3. Confidence Isn’t Competence

Munch flagged contracts it barely read. It hallucinated values and misunderstood the services being described. None of that showed in the output. Everything came back polished, structured, and sure of itself.

Language models speak with the same tone whether they’re right or wrong. They mirror form without necessarily grasping function. I saw this often when testing clause extraction during due diligence. Models would replicate the shape of an indemnity or warranty clause without picking up the actual substance.

That’s the problem. It’s not just that the answer is wrong. It’s that it looks completely fine until someone relies on it.

4. Governance Isn’t a Add-On

You can’t build trust by layering on audit logs at the end. If the tool is involved in decision-making, governance has to be part of the foundation.

  • Track prompts.
  • Log what the model saw.
  • Capture what changed, who approved it, and when.

If your tool can’t answer those questions, it doesn’t belong anywhere near legal or operational workflows.

This ties back to a thread I’ve returned to across multiple projects. If a system can’t show its working, it isn’t automating decisions. It’s just hiding where they came from.

Governance isn’t just boring admin, it’s how you stop mistakes from becoming process.

5. Sometimes "I Don’t Know" Is the Right Answer

Munch never said "not sure." It returned something every time, even when it was clearly guessing. That’s a flaw in the system, not just the model.

In legal work, "not enough information" is a perfectly valid output. That needs to be part of the design. Forcing a model to pick something guarantees you’ll get made-up answers with no signal that they’re unreliable.

This has come up repeatedly in my own evaluations. If the model isn’t allowed to express doubt, it will keep talking anyway.

You don’t need a model that answers everything. You need one that knows when to stop.
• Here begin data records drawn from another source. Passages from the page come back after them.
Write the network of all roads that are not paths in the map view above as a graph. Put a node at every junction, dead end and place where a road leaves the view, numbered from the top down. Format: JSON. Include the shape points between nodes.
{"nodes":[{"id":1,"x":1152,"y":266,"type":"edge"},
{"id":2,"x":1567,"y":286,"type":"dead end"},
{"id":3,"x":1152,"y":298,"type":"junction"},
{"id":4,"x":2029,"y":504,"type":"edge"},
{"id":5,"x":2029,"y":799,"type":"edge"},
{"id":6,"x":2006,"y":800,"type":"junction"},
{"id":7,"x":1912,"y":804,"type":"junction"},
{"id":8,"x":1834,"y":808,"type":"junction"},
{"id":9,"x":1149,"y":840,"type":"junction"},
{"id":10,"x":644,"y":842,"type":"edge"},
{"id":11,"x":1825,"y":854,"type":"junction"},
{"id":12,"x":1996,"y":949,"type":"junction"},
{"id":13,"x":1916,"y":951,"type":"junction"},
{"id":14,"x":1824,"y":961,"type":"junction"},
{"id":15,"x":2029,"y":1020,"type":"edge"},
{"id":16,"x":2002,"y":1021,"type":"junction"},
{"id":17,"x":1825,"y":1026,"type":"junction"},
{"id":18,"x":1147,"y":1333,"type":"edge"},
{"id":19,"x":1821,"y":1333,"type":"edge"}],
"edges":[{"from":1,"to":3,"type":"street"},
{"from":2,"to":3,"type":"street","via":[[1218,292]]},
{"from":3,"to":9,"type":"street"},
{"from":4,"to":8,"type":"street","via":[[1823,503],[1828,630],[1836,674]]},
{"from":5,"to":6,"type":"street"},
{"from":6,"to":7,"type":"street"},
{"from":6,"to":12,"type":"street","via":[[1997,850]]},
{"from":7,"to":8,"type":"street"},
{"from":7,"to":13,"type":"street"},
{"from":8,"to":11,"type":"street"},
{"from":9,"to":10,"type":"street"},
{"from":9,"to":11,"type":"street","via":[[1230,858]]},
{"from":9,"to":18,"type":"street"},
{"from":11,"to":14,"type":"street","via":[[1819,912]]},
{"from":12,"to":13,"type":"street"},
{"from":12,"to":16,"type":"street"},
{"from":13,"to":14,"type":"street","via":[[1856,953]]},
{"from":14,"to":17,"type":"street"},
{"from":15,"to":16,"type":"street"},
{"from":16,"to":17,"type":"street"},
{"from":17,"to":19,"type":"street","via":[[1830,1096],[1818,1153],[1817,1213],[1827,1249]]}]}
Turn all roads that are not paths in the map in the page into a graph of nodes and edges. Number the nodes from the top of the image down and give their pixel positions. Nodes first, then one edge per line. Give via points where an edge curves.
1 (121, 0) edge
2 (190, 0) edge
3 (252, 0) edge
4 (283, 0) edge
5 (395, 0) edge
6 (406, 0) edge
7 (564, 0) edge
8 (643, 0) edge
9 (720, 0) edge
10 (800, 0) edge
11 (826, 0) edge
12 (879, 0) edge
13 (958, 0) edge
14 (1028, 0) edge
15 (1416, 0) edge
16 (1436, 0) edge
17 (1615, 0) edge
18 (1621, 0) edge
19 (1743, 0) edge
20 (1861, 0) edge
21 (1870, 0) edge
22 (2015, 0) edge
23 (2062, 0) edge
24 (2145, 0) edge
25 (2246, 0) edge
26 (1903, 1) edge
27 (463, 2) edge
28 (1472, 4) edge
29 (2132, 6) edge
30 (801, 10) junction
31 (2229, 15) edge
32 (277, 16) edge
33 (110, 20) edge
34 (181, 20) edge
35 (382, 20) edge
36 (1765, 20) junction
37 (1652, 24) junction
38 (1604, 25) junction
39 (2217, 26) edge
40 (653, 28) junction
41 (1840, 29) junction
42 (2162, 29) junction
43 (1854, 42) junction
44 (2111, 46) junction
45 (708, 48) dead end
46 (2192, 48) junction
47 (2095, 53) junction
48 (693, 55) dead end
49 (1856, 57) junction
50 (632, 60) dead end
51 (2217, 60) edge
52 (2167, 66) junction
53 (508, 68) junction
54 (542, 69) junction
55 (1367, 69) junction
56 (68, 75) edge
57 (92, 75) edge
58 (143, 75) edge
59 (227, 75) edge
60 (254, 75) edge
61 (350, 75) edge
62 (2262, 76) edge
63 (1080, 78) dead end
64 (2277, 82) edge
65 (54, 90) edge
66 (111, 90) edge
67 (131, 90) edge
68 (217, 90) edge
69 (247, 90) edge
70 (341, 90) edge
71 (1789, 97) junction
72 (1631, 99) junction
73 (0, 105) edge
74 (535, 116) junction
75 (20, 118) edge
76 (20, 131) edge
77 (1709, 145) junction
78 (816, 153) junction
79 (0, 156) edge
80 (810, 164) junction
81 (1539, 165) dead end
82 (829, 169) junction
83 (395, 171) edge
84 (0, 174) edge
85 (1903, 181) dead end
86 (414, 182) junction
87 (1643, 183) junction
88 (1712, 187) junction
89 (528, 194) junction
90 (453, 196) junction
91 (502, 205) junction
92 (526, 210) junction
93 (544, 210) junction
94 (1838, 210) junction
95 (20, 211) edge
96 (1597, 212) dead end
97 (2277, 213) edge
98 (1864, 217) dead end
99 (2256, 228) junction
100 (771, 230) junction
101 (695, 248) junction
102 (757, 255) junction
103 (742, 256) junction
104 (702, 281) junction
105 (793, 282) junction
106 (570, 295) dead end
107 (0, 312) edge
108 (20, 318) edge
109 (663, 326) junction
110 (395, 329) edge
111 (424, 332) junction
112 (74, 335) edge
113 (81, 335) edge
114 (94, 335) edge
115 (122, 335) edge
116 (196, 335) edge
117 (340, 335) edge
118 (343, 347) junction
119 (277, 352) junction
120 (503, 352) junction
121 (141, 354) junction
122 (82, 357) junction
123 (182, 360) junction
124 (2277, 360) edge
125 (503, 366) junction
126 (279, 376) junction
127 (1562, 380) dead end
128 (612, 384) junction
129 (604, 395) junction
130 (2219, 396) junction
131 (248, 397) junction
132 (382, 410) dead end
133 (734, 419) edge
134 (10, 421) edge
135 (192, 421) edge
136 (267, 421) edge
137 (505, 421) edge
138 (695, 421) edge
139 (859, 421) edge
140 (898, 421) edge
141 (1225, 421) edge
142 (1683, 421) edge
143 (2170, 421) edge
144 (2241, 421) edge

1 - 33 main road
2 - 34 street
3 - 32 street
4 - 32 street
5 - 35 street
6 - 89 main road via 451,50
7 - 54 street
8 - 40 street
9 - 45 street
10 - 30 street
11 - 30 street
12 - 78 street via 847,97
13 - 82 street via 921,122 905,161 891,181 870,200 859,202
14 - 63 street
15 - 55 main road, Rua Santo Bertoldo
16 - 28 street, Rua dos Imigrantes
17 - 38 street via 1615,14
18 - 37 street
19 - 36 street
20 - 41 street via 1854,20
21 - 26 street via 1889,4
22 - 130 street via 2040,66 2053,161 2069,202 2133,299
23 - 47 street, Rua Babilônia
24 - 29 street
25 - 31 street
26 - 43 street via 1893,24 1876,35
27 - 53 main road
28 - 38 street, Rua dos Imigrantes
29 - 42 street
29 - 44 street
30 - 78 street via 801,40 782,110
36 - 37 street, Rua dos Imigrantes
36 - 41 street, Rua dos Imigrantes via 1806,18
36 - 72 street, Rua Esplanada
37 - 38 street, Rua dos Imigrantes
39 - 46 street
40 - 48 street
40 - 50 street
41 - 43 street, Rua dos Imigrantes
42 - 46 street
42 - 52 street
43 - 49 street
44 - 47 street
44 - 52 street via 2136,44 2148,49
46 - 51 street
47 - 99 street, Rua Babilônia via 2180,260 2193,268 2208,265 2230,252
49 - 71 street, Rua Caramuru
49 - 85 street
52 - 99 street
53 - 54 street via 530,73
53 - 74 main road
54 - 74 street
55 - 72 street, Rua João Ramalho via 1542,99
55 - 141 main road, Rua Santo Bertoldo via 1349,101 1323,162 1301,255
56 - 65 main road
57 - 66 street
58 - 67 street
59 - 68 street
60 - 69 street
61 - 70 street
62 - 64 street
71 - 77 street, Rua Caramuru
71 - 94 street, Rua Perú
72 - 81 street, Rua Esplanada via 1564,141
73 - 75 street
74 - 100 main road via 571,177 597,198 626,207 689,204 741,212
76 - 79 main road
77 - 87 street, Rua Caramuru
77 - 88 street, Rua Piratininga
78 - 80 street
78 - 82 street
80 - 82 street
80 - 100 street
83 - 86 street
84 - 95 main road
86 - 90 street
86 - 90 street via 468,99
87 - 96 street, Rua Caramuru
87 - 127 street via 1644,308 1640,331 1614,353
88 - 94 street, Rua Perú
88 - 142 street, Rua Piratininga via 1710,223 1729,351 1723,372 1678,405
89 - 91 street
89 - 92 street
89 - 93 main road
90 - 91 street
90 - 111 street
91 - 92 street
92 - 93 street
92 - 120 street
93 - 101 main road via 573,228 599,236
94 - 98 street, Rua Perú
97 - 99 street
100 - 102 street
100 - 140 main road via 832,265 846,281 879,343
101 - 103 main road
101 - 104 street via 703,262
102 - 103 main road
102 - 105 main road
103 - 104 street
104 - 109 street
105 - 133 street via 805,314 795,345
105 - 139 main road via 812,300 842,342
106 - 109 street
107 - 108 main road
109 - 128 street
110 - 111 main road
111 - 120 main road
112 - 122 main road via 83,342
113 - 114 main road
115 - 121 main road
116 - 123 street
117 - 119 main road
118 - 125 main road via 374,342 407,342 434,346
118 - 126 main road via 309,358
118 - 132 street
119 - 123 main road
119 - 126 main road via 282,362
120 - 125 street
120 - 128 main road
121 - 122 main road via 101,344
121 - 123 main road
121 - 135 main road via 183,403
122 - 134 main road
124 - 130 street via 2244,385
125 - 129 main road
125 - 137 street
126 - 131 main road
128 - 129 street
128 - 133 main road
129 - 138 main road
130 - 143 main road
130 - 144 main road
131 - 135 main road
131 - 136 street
6. No Escalation Path Means Quiet Failures

When a contract was wrongly flagged, the response process left no room to challenge it properly. No clear escalation route. No second layer of review. No way to push back except in a tiny comment box, on a tight deadline.

This builds on earlier work I’ve done around legal workflows. What I call intentional handoff. Escalation has to be visible, deliberate, and easy to trigger. Otherwise, judgment calls vanish into automation.

Good tools create space for disagreement. Great ones track how those disagreements change outcomes.

This Isn’t a One-Off

Munch made headlines because of what it impacted. Veterans, healthcare, federal budgets. The design failure wasn’t rare. You can already see the same shape across legal tech.

Tools that suggest deletions, flag clauses, or score risk are often built on vague prompts, tight context windows, and outputs that sound more certain than they should. Evaluation is an afterthought. The result looks sharp, the process moves quickly, and people start trusting it too soon.

This isn’t hypothetical. I’ve seen it again and again when building and testing prompt-led review systems. If you don’t define the task properly, set the right boundaries, or plan for when the model doesn’t know, you’re not building a legal tool, it's more building risk, dressed up as efficiency.

It’s easy to create something that sounds confident. Much harder to build something that holds up when the input’s messy or the stakes are high, which is where the real work is.